Task instructions –
What is needed is a verbatim copy of all the records.

Provided entries –
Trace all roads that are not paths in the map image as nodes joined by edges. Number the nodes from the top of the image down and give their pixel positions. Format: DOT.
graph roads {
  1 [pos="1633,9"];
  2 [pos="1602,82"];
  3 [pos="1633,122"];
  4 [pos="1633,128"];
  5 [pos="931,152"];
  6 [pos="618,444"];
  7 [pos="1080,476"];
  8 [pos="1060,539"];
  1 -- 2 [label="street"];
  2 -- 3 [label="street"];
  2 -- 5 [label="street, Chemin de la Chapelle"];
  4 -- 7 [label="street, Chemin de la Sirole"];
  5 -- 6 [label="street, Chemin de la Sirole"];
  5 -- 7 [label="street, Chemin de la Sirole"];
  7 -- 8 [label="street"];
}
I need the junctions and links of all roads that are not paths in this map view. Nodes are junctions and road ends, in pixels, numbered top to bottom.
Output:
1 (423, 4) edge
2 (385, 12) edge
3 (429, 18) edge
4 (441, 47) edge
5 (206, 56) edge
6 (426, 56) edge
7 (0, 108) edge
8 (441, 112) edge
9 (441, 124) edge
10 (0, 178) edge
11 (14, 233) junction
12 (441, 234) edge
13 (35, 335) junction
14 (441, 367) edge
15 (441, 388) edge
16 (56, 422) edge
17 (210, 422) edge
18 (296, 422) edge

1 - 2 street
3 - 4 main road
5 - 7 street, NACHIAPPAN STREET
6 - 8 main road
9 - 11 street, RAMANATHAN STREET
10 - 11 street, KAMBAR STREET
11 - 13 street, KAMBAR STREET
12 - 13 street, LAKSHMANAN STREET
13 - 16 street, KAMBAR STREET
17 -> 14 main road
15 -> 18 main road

Task result –
Trace all roads that are not paths in the map image as nodes joined by edges. Number the nodes from the top of the image down and give their pixel positions. Format: DOT.
graph roads {
  1 [pos="1633,9"];
  2 [pos="1602,82"];
  3 [pos="1633,122"];
  4 [pos="1633,128"];
  5 [pos="931,152"];
  6 [pos="618,444"];
  7 [pos="1080,476"];
  8 [pos="1060,539"];
  1 -- 2 [label="street"];
  2 -- 3 [label="street"];
  2 -- 5 [label="street, Chemin de la Chapelle"];
  4 -- 7 [label="street, Chemin de la Sirole"];
  5 -- 6 [label="street, Chemin de la Sirole"];
  5 -- 7 [label="street, Chemin de la Sirole"];
  7 -- 8 [label="street"];
}
I need the junctions and links of all roads that are not paths in this map view. Nodes are junctions and road ends, in pixels, numbered top to bottom.
Output:
1 (423, 4) edge
2 (385, 12) edge
3 (429, 18) edge
4 (441, 47) edge
5 (206, 56) edge
6 (426, 56) edge
7 (0, 108) edge
8 (441, 112) edge
9 (441, 124) edge
10 (0, 178) edge
11 (14, 233) junction
12 (441, 234) edge
13 (35, 335) junction
14 (441, 367) edge
15 (441, 388) edge
16 (56, 422) edge
17 (210, 422) edge
18 (296, 422) edge

1 - 2 street
3 - 4 main road
5 - 7 street, NACHIAPPAN STREET
6 - 8 main road
9 - 11 street, RAMANATHAN STREET
10 - 11 street, KAMBAR STREET
11 - 13 street, KAMBAR STREET
12 - 13 street, LAKSHMANAN STREET
13 - 16 street, KAMBAR STREET
17 -> 14 main road
15 -> 18 main road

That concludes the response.